What to work on = Say how many lines of the material include "Lane". Give the number without any other text.

Records for the task =

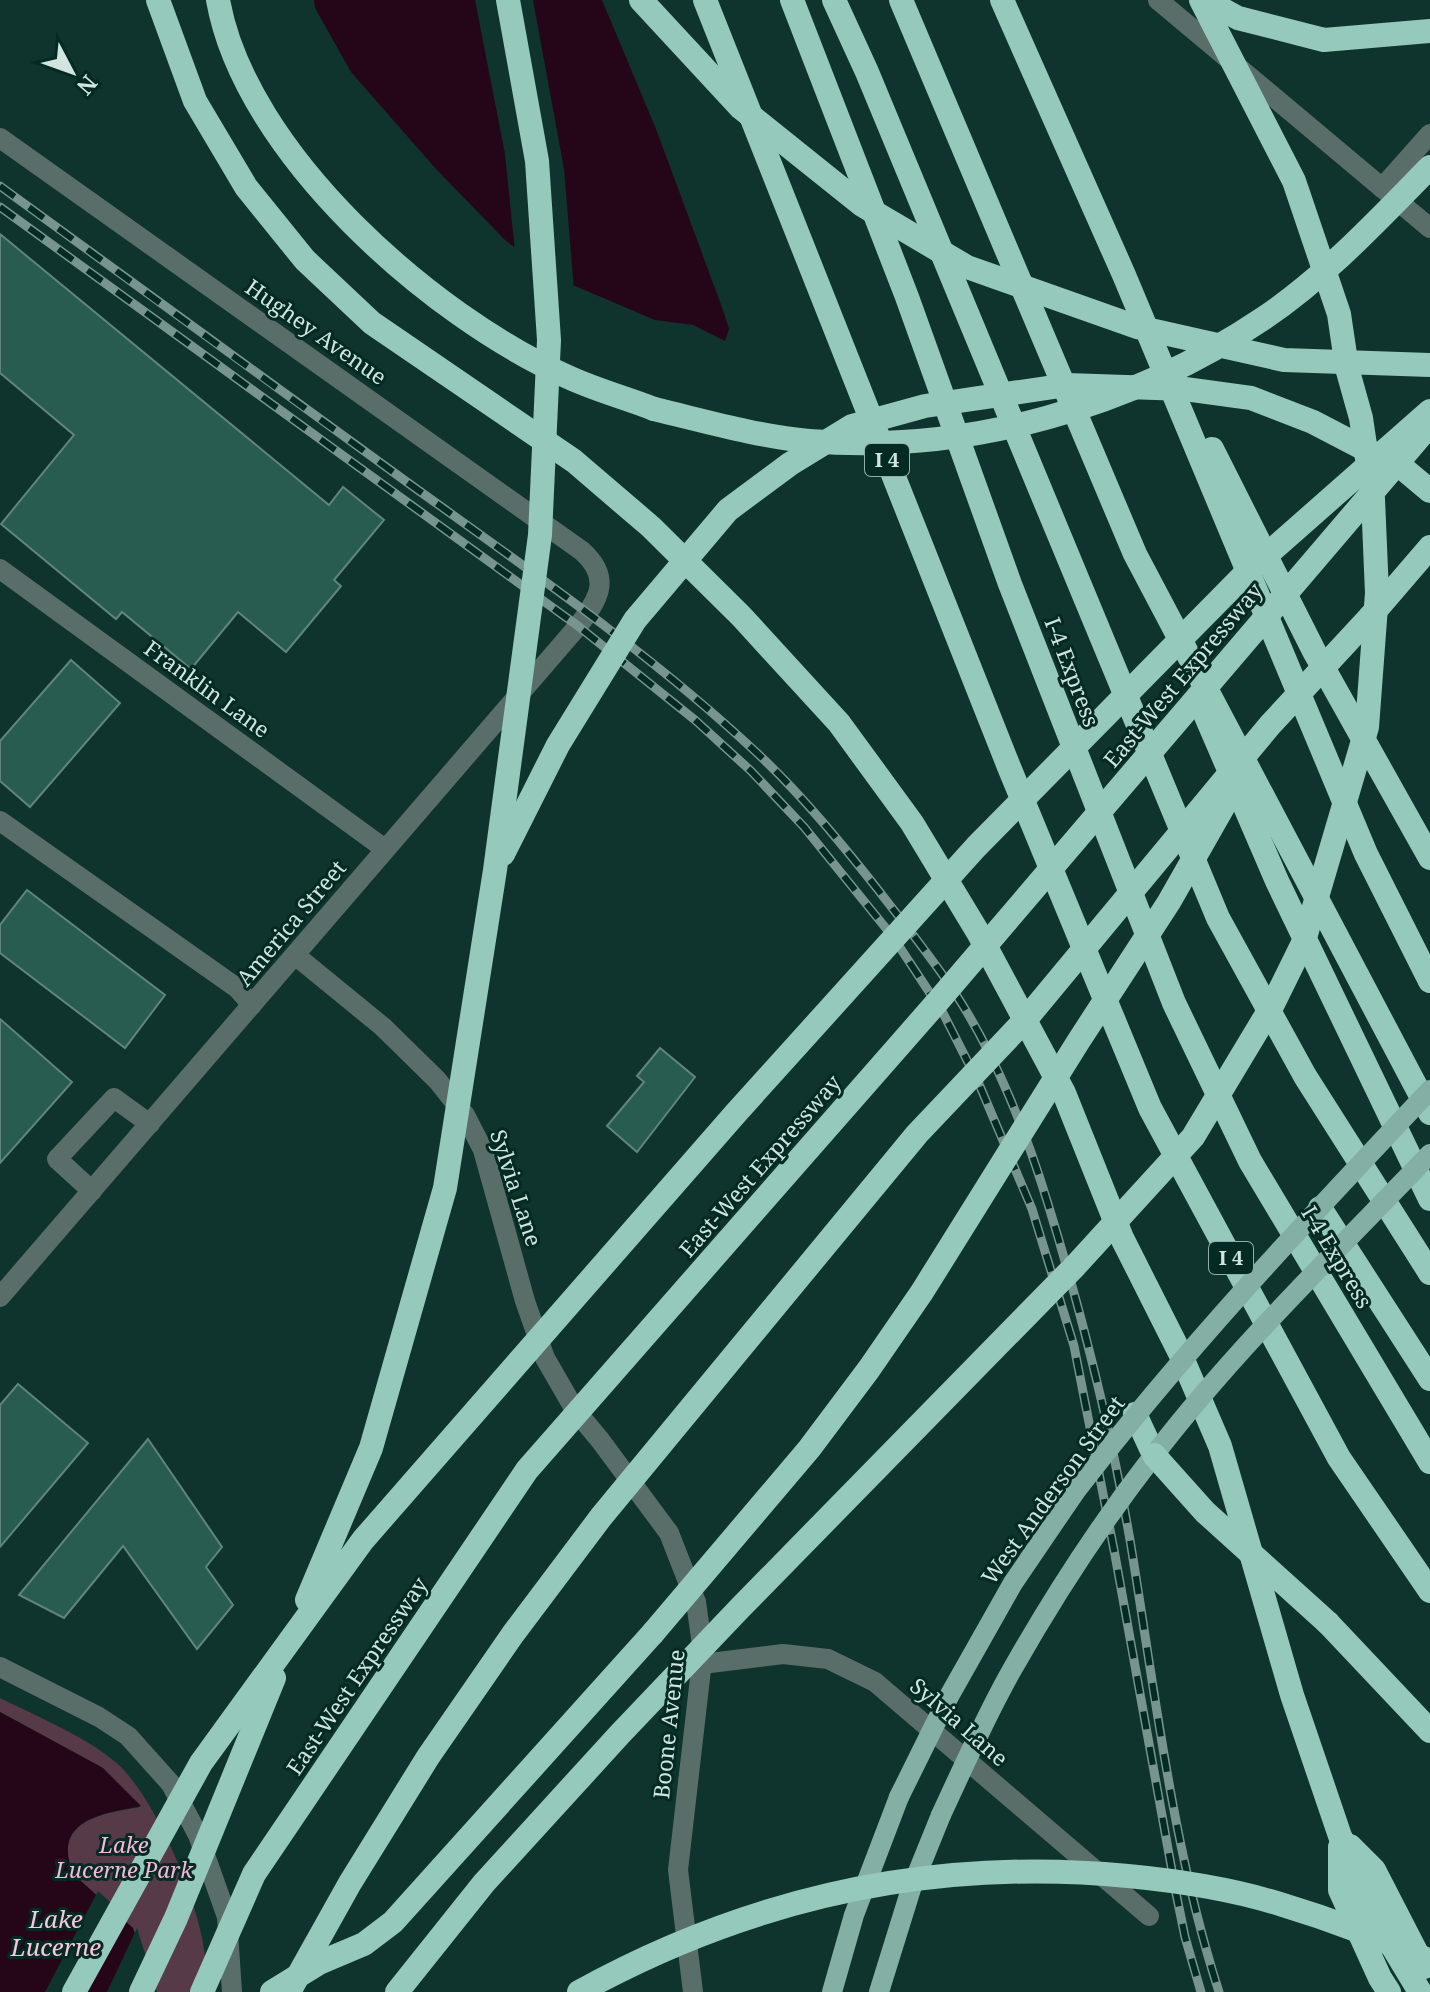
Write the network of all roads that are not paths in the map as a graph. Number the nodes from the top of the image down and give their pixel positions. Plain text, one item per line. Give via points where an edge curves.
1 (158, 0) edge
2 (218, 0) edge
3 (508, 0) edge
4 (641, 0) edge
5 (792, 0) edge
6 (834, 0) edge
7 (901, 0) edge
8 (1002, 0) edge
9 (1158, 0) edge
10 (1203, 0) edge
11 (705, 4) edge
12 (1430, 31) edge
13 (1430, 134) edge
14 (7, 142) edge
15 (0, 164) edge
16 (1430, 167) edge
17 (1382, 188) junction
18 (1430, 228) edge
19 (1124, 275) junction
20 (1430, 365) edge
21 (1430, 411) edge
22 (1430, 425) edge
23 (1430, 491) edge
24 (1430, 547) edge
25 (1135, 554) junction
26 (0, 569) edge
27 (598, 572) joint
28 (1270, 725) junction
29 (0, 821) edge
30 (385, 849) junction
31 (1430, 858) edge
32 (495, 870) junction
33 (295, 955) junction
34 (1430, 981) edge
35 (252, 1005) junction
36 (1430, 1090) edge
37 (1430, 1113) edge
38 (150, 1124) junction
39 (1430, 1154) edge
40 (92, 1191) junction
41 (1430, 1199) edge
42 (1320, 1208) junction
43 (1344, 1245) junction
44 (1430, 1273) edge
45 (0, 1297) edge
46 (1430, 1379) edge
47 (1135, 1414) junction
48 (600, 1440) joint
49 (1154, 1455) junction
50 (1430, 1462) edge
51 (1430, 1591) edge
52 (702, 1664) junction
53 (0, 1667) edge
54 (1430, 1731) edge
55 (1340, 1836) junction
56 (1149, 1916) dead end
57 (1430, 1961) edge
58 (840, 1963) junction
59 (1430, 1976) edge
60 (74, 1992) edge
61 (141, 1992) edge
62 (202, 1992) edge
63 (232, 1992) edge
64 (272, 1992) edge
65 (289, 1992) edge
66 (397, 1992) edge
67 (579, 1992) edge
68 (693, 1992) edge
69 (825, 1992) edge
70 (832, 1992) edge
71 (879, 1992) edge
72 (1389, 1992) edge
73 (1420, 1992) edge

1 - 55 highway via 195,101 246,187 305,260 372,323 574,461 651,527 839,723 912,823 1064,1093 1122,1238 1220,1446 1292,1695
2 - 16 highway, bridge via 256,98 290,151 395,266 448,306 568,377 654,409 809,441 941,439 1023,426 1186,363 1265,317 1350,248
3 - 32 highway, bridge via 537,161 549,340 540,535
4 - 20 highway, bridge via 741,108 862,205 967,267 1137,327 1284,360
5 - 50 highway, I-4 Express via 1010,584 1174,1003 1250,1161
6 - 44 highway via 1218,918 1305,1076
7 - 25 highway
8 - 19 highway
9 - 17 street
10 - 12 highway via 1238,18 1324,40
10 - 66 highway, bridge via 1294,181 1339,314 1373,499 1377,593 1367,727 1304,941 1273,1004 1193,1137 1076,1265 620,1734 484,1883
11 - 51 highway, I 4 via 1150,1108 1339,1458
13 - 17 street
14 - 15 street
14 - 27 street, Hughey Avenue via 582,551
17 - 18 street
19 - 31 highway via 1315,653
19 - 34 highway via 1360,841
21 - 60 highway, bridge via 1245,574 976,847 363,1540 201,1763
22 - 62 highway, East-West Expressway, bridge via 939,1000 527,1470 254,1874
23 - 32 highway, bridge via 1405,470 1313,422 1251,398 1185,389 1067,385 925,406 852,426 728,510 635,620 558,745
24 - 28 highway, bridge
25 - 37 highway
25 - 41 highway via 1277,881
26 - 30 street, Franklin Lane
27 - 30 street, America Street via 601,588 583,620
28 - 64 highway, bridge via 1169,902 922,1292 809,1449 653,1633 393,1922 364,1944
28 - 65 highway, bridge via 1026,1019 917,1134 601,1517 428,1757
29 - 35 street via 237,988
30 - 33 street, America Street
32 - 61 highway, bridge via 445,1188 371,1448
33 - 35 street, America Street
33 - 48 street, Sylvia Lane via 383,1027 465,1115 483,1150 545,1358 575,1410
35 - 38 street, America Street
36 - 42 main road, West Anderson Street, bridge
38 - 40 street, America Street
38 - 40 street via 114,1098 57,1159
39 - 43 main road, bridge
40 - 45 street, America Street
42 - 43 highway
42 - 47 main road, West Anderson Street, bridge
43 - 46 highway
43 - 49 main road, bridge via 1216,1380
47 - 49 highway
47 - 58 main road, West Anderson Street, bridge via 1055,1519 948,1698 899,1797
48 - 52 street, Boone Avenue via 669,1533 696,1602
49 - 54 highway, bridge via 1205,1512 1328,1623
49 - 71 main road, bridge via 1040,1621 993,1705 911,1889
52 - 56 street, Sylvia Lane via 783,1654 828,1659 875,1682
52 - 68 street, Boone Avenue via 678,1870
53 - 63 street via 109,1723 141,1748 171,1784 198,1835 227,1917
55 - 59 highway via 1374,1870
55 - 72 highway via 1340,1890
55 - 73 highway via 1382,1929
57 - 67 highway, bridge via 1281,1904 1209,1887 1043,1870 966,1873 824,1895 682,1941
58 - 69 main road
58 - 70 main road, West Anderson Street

Exercise response = 3